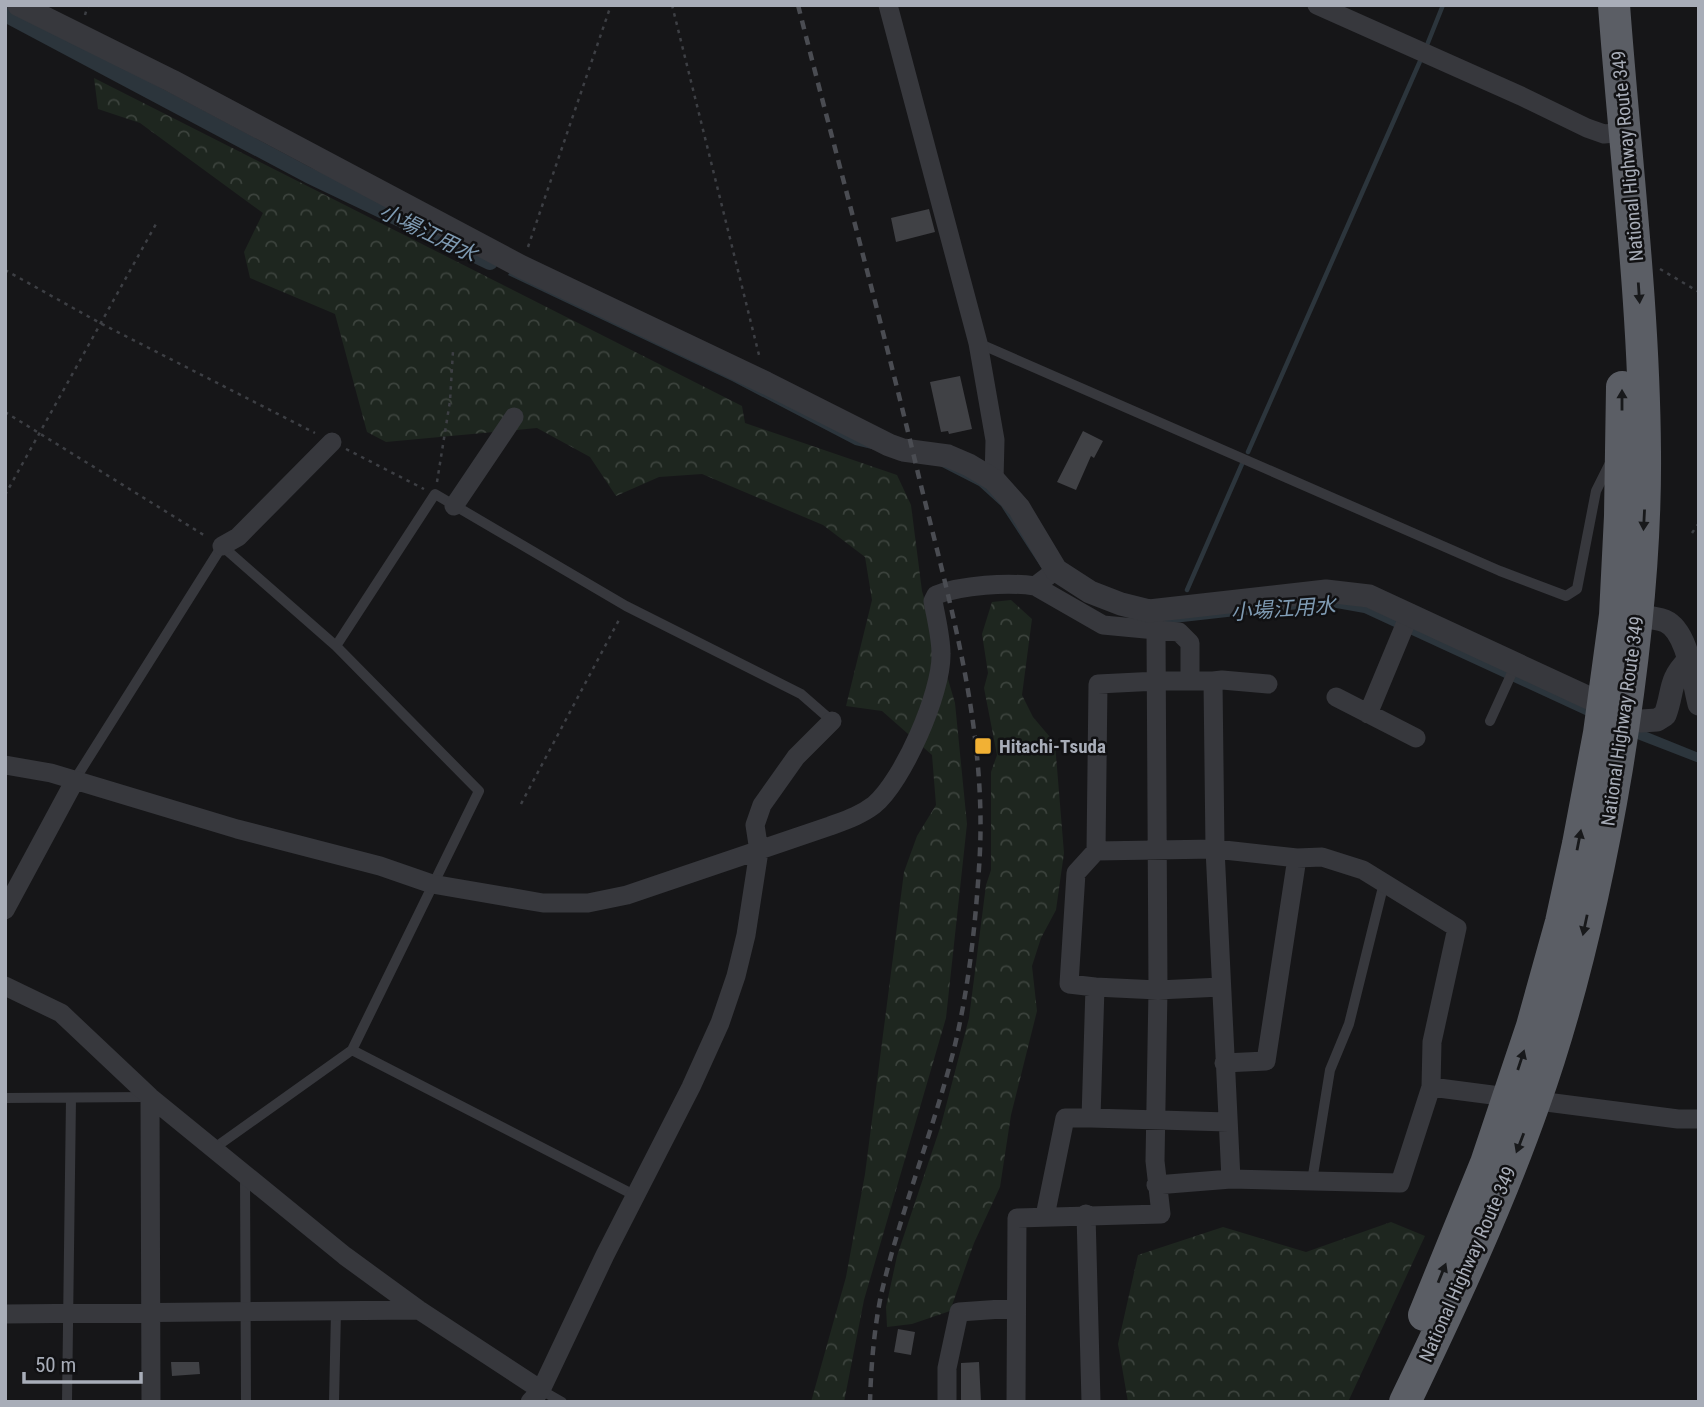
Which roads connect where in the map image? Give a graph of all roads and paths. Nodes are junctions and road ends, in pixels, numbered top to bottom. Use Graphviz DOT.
graph roads {
  1 [pos="19,5"];
  2 [pos="611,5"];
  3 [pos="673,5"];
  4 [pos="888,5"];
  5 [pos="1317,5"];
  6 [pos="1595,5"];
  7 [pos="1614,5"];
  8 [pos="1614,133"];
  9 [pos="156,224"];
  10 [pos="1637,265"];
  11 [pos="522,267"];
  12 [pos="5,270"];
  13 [pos="1699,292"];
  14 [pos="100,323"];
  15 [pos="978,343"];
  16 [pos="453,351"];
  17 [pos="766,383"];
  18 [pos="5,412"];
  19 [pos="514,417"];
  20 [pos="39,433"];
  21 [pos="1622,439"];
  22 [pos="332,442"];
  23 [pos="995,480"];
  24 [pos="435,494"];
  25 [pos="5,495"];
  26 [pos="454,506"];
  27 [pos="1699,523"];
  28 [pos="1692,533"];
  29 [pos="222,547"];
  30 [pos="1056,570"];
  31 [pos="1035,586"];
  32 [pos="626,606"];
  33 [pos="1626,616"];
  34 [pos="1406,623"];
  35 [pos="1156,630"];
  36 [pos="336,646"];
  37 [pos="1688,661"];
  38 [pos="1512,672"];
  39 [pos="1158,681"];
  40 [pos="1190,681"];
  41 [pos="1213,681"];
  42 [pos="1268,684"];
  43 [pos="1336,697"];
  44 [pos="1589,698"];
  45 [pos="1699,704"];
  46 [pos="1368,714"];
  47 [pos="1490,720"];
  48 [pos="832,721"];
  49 [pos="1641,722"];
  50 [pos="1416,738"];
  51 [pos="5,765"];
  52 [pos="74,782"];
  53 [pos="521,804"];
  54 [pos="1215,849"];
  55 [pos="1157,850"];
  56 [pos="759,851"];
  57 [pos="1096,851"];
  58 [pos="1297,858"];
  59 [pos="1384,883"];
  60 [pos="432,884"];
  61 [pos="5,910"];
  62 [pos="5,986"];
  63 [pos="1095,987"];
  64 [pos="1221,987"];
  65 [pos="1158,990"];
  66 [pos="352,1050"];
  67 [pos="1224,1063"];
  68 [pos="1431,1087"];
  69 [pos="150,1097"];
  70 [pos="5,1098"];
  71 [pos="71,1098"];
  72 [pos="1522,1100"];
  73 [pos="1091,1118"];
  74 [pos="1699,1119"];
  75 [pos="1156,1121"];
  76 [pos="1228,1122"];
  77 [pos="213,1149"];
  78 [pos="245,1174"];
  79 [pos="1231,1179"];
  80 [pos="1312,1181"];
  81 [pos="1156,1185"];
  82 [pos="636,1196"];
  83 [pos="1086,1214"];
  84 [pos="1045,1216"];
  85 [pos="1016,1308"];
  86 [pos="419,1310"];
  87 [pos="336,1311"];
  88 [pos="245,1312"];
  89 [pos="151,1313"];
  90 [pos="5,1314"];
  91 [pos="68,1314"];
  92 [pos="535,1396"];
  93 [pos="67,1402"];
  94 [pos="151,1402"];
  95 [pos="246,1402"];
  96 [pos="334,1402"];
  97 [pos="562,1402"];
  98 [pos="947,1402"];
  99 [pos="1016,1402"];
  100 [pos="1091,1402"];
  101 [pos="1382,1402"];
  102 [pos="1405,1402"];
  1 -- 11 [label="street"];
  2 -- 11 [label="path"];
  3 -- 17 [label="path"];
  4 -- 15 [label="street"];
  5 -- 8 [label="street"];
  6 -- 8 [label="highway, National Highway Route 349"];
  7 -- 8 [label="highway, National Highway Route 349"];
  8 -- 10 [label="highway, National Highway Route 349"];
  21 -- 8 [label="highway, National Highway Route 349, one-way"];
  9 -- 14 [label="path"];
  10 -- 13 [label="path"];
  10 -- 33 [label="highway, National Highway Route 349, one-way"];
  11 -- 17 [label="street"];
  12 -- 14 [label="path"];
  14 -- 20 [label="path"];
  14 -- 22 [label="path"];
  15 -- 21 [label="lane"];
  15 -- 23 [label="street"];
  16 -- 24 [label="path"];
  17 -- 23 [label="street"];
  18 -- 20 [label="path"];
  19 -- 26 [label="street"];
  20 -- 25 [label="path"];
  20 -- 29 [label="path"];
  21 -- 33 [label="highway, National Highway Route 349"];
  22 -- 24 [label="path"];
  22 -- 29 [label="street"];
  23 -- 30 [label="street"];
  24 -- 26 [label="lane"];
  24 -- 36 [label="lane"];
  26 -- 32 [label="lane"];
  27 -- 28 [label="path"];
  29 -- 36 [label="lane"];
  29 -- 52 [label="lane"];
  30 -- 31 [label="street"];
  30 -- 34 [label="street"];
  31 -- 35 [label="street"];
  31 -- 56 [label="street"];
  32 -- 48 [label="lane"];
  32 -- 53 [label="path"];
  33 -- 37 [label="street"];
  33 -- 72 [label="highway, National Highway Route 349"];
  34 -- 38 [label="street"];
  34 -- 46 [label="street"];
  35 -- 39 [label="street"];
  35 -- 40 [label="street"];
  36 -- 60 [label="lane"];
  37 -- 45 [label="street"];
  37 -- 49 [label="street"];
  38 -- 44 [label="street"];
  38 -- 47 [label="lane"];
  39 -- 40 [label="street"];
  39 -- 55 [label="street"];
  39 -- 57 [label="street"];
  40 -- 41 [label="street"];
  41 -- 42 [label="street"];
  41 -- 54 [label="street"];
  43 -- 46 [label="street"];
  46 -- 50 [label="street"];
  48 -- 56 [label="street"];
  51 -- 52 [label="street"];
  52 -- 60 [label="street"];
  52 -- 61 [label="street"];
  54 -- 55 [label="street"];
  54 -- 58 [label="street"];
  54 -- 64 [label="street"];
  55 -- 57 [label="street"];
  55 -- 65 [label="street"];
  56 -- 60 [label="street"];
  56 -- 82 [label="street"];
  57 -- 63 [label="street"];
  58 -- 59 [label="street"];
  58 -- 67 [label="street"];
  59 -- 68 [label="street"];
  59 -- 80 [label="lane"];
  60 -- 66 [label="lane"];
  62 -- 69 [label="street"];
  63 -- 65 [label="street"];
  63 -- 73 [label="street"];
  64 -- 65 [label="street"];
  64 -- 67 [label="street"];
  65 -- 75 [label="street"];
  66 -- 77 [label="lane"];
  66 -- 82 [label="lane"];
  67 -- 76 [label="street"];
  68 -- 72 [label="street"];
  68 -- 80 [label="street"];
  69 -- 71 [label="lane"];
  69 -- 77 [label="street"];
  69 -- 89 [label="street"];
  70 -- 71 [label="lane"];
  71 -- 91 [label="lane"];
  72 -- 74 [label="street"];
  101 -- 72 [label="highway, National Highway Route 349, one-way"];
  72 -- 102 [label="highway, National Highway Route 349, one-way"];
  73 -- 75 [label="street"];
  73 -- 84 [label="street"];
  75 -- 76 [label="street"];
  75 -- 81 [label="street"];
  76 -- 79 [label="street"];
  77 -- 78 [label="street"];
  78 -- 86 [label="street"];
  78 -- 88 [label="lane"];
  79 -- 80 [label="street"];
  79 -- 81 [label="street"];
  81 -- 83 [label="street"];
  82 -- 92 [label="street"];
  83 -- 84 [label="street"];
  83 -- 100 [label="street"];
  84 -- 85 [label="street"];
  85 -- 98 [label="street"];
  85 -- 99 [label="street"];
  86 -- 87 [label="street"];
  86 -- 92 [label="street"];
  87 -- 88 [label="street"];
  87 -- 96 [label="lane"];
  88 -- 89 [label="street"];
  88 -- 95 [label="lane"];
  89 -- 91 [label="street"];
  89 -- 94 [label="street"];
  90 -- 91 [label="street"];
  91 -- 93 [label="lane"];
  92 -- 97 [label="lane"];
}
.....
▶ Your assignment:
Provide the number of lines in the entries above on which the string "graph" is found, and no other text.

▶ Worked solution:
2